In 1993, Leonetti joined the local Portland Pride of the Continental Indoor Soccer League, a summer indoor league. He played in Portland through the 1995 season. In February 1996, the Los Angeles Galaxy drafted Leonetti in the 10th round (94 overall) of the 1996 MLS Inaugural Player Draft. The Galaxy cut him in pre-season and Leonetti moved north to sign with the Seattle Sounders of the A-League (renamed APSL). That season, the team won the league title and Leonetti was named the playoff MVP. In 1997, Leonetti decided to try out for MLS again. He attended the MLS combine, but tore the ACL in his left knee, putting him out of action for several months. That summer, he re-joined the Portland Pride for the team's last season.

The Pride and its league, the CISL, folded at the end of the 1997 season. However, the team's ownership decided to re-create the team as the Portland Pythons and entered it into the indoor Premier Soccer Alliance in 1998. Leonetti remained with the Pythons through the end of the season. In 1999, he played his final year of soccer, this time with the Willamette Valley Firebirds of the fourth division USL Premier Development League. The Firebirds went to the PDL semifinals that season.

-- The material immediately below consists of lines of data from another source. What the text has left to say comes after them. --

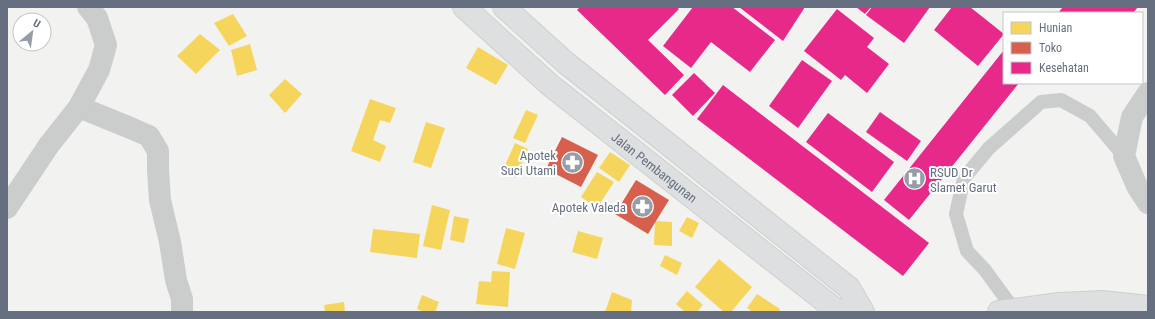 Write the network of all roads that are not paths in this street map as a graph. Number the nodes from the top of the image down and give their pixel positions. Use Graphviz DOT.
graph roads {
  1 [pos="88,7"];
  2 [pos="464,7"];
  3 [pos="504,7"];
  4 [pos="1148,93"];
  5 [pos="79,107"];
  6 [pos="1124,156"];
  7 [pos="1148,203"];
  8 [pos="7,208"];
  9 [pos="849,288"];
  10 [pos="1148,307"];
  11 [pos="841,311"];
  12 [pos="1007,311"];
  13 [pos="182,312"];
  14 [pos="863,312"];
  1 -- 5 [label="street"];
  2 -- 11 [label="main road, Jalan Pembangunan"];
  3 -- 9 [label="main road, Jalan Pembangunan"];
  4 -- 6 [label="street"];
  5 -- 8 [label="street"];
  5 -- 13 [label="street"];
  6 -- 7 [label="street"];
  6 -- 12 [label="lane"];
  9 -- 11 [label="street"];
  9 -- 14 [label="main road, Jalan Pembangunan"];
  10 -- 12 [label="main road"];
} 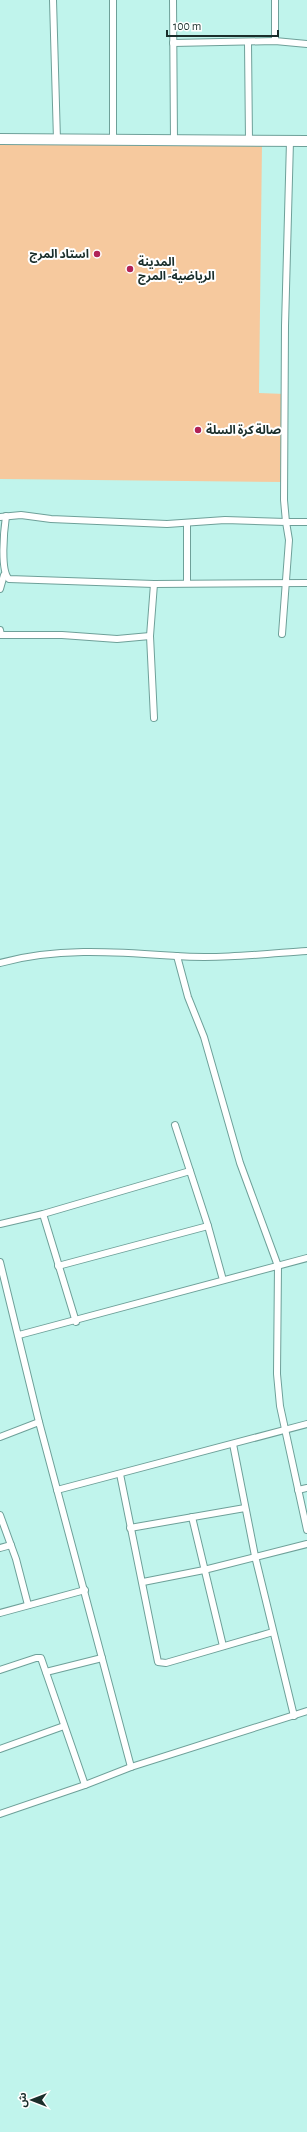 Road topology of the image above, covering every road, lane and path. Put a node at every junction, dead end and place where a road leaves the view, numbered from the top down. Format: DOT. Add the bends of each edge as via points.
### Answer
graph roads {
  1 [pos="53,0"];
  2 [pos="113,0"];
  3 [pos="173,0"];
  4 [pos="275,0"];
  5 [pos="275,41"];
  6 [pos="173,43"];
  7 [pos="248,43"];
  8 [pos="307,44"];
  9 [pos="0,139"];
  10 [pos="57,140"];
  11 [pos="113,140"];
  12 [pos="174,141"];
  13 [pos="249,141"];
  14 [pos="290,141"];
  15 [pos="307,142"];
  16 [pos="3,516"];
  17 [pos="286,522"];
  18 [pos="307,522"];
  19 [pos="187,523"];
  20 [pos="4,575"];
  21 [pos="187,582"];
  22 [pos="307,583"];
  23 [pos="154,584"];
  24 [pos="286,584"];
  25 [pos="0,589"];
  26 [pos="0,630"];
  27 [pos="282,634"];
  28 [pos="150,636"];
  29 [pos="154,718"];
  30 [pos="307,951"];
  31 [pos="177,956"];
  32 [pos="0,963"];
  33 [pos="175,1125"];
  34 [pos="190,1171"];
  35 [pos="43,1214"];
  36 [pos="0,1224"];
  37 [pos="208,1226"];
  38 [pos="307,1258"];
  39 [pos="0,1262"];
  40 [pos="58,1266"];
  41 [pos="278,1266"];
  42 [pos="223,1280"];
  43 [pos="3,1283"];
  44 [pos="76,1322"];
  45 [pos="19,1335"];
  46 [pos="39,1422"];
  47 [pos="307,1424"];
  48 [pos="286,1429"];
  49 [pos="0,1437"];
  50 [pos="233,1444"];
  51 [pos="120,1474"];
  52 [pos="307,1488"];
  53 [pos="57,1490"];
  54 [pos="298,1490"];
  55 [pos="244,1508"];
  56 [pos="0,1515"];
  57 [pos="192,1517"];
  58 [pos="130,1528"];
  59 [pos="307,1530"];
  60 [pos="307,1544"];
  61 [pos="11,1545"];
  62 [pos="0,1548"];
  63 [pos="255,1556"];
  64 [pos="204,1570"];
  65 [pos="143,1582"];
  66 [pos="85,1590"];
  67 [pos="28,1605"];
  68 [pos="0,1613"];
  69 [pos="273,1632"];
  70 [pos="223,1646"];
  71 [pos="102,1658"];
  72 [pos="0,1670"];
  73 [pos="46,1672"];
  74 [pos="307,1711"];
  75 [pos="294,1716"];
  76 [pos="64,1726"];
  77 [pos="0,1749"];
  78 [pos="132,1767"];
  79 [pos="85,1785"];
  80 [pos="0,1814"];
  1 -- 10 [label="street"];
  2 -- 11 [label="street"];
  3 -- 6 [label="street"];
  4 -- 5 [label="street"];
  5 -- 7 [label="street"];
  5 -- 8 [label="street"];
  6 -- 7 [label="street"];
  6 -- 12 [label="street"];
  7 -- 13 [label="street"];
  9 -- 10 [label="main road"];
  10 -- 11 [label="main road"];
  11 -- 12 [label="main road"];
  12 -- 13 [label="main road"];
  13 -- 14 [label="main road"];
  14 -- 15 [label="main road"];
  14 -- 17 [label="street" via="285,326"];
  16 -- 19 [label="street"];
  16 -- 20 [label="street"];
  17 -- 18 [label="street"];
  17 -- 19 [label="street" via="225,520"];
  17 -- 24 [label="street" via="289,540"];
  19 -- 21 [label="street"];
  20 -- 23 [label="street" via="15,580"];
  20 -- 25 [label="street"];
  21 -- 23 [label="street"];
  21 -- 24 [label="street"];
  22 -- 24 [label="street"];
  23 -- 28 [label="street"];
  24 -- 27 [label="street"];
  26 -- 28 [label="street" via="0,635 56,634 116,639"];
  28 -- 29 [label="street"];
  30 -- 31 [label="street"];
  31 -- 32 [label="street" via="69,952 46,953"];
  31 -- 41 [label="street" via="188,997 204,1037 240,1163"];
  33 -- 34 [label="street"];
  34 -- 35 [label="street"];
  34 -- 37 [label="street"];
  35 -- 36 [label="street"];
  35 -- 40 [label="street"];
  37 -- 40 [label="street"];
  37 -- 42 [label="street"];
  38 -- 41 [label="street"];
  39 -- 43 [label="street"];
  40 -- 44 [label="street"];
  41 -- 42 [label="street"];
  41 -- 48 [label="street" via="277,1374 280,1406"];
  42 -- 44 [label="street"];
  43 -- 45 [label="street"];
  44 -- 45 [label="street"];
  45 -- 46 [label="street"];
  46 -- 49 [label="street"];
  46 -- 53 [label="street"];
  47 -- 48 [label="street"];
  48 -- 50 [label="street"];
  48 -- 54 [label="street"];
  50 -- 51 [label="street"];
  50 -- 55 [label="street"];
  51 -- 53 [label="street"];
  51 -- 58 [label="street"];
  52 -- 54 [label="street"];
  53 -- 66 [label="street"];
  54 -- 59 [label="street"];
  55 -- 57 [label="street"];
  55 -- 63 [label="street"];
  56 -- 61 [label="street"];
  57 -- 58 [label="street"];
  57 -- 64 [label="street"];
  58 -- 65 [label="street"];
  60 -- 63 [label="street"];
  61 -- 62 [label="street"];
  61 -- 67 [label="street"];
  63 -- 64 [label="street"];
  63 -- 69 [label="street"];
  64 -- 65 [label="street"];
  64 -- 70 [label="street"];
  65 -- 70 [label="street" via="159,1663"];
  66 -- 67 [label="street"];
  66 -- 71 [label="street"];
  67 -- 68 [label="street"];
  69 -- 70 [label="street"];
  69 -- 75 [label="street"];
  71 -- 73 [label="street"];
  71 -- 78 [label="street"];
  72 -- 73 [label="street" via="39,1657"];
  73 -- 76 [label="street"];
  74 -- 75 [label="street"];
  75 -- 78 [label="street"];
  76 -- 77 [label="street"];
  76 -- 79 [label="street"];
  78 -- 79 [label="street"];
  79 -- 80 [label="street"];
}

Leonetti left soccer in 2000 to work for Fluid Logic, but he decided to return to the field in 2001 with the Portland Timbers. During a pre-season game against the University of Portland, he blew out his Achilles tendon. While he again tried out for the team in 2002, he was cut and retired from playing professionally.

==National team==
Leonetti gained his first of two caps in a 2–0 win over Canada on September 3, 1992, when he came on for Peter Vermes in the 61st minutes.^{} He was also selected later in 1992 by then coach Bora Milutinovic for a match against AS Monaco and as a member of the squad for the Intercontinental Championship for the King Fahd Cup in Saudi Arabia. Leonetti did not see field time in matches against Saudi Arabia and the Ivory Coast. He earned his last cap for the national team in a 4–1 loss to Peru on October 16, 1996. Leonetti also represented the United States on the U-23 National Team as they prepared for the upcoming Barcelona Olympics in 1992. He earned four international caps, while appearing in a total of 11 matches. He tallied two international goals in his four caps, getting on the score sheet against Canada in a friendly and Yugoslavia at the Toulon Festival "Espoirs".

==Coaching==
Leonetti coached the West Linn High School (Portland, Oregon) girls' soccer team from 1997 to 2006.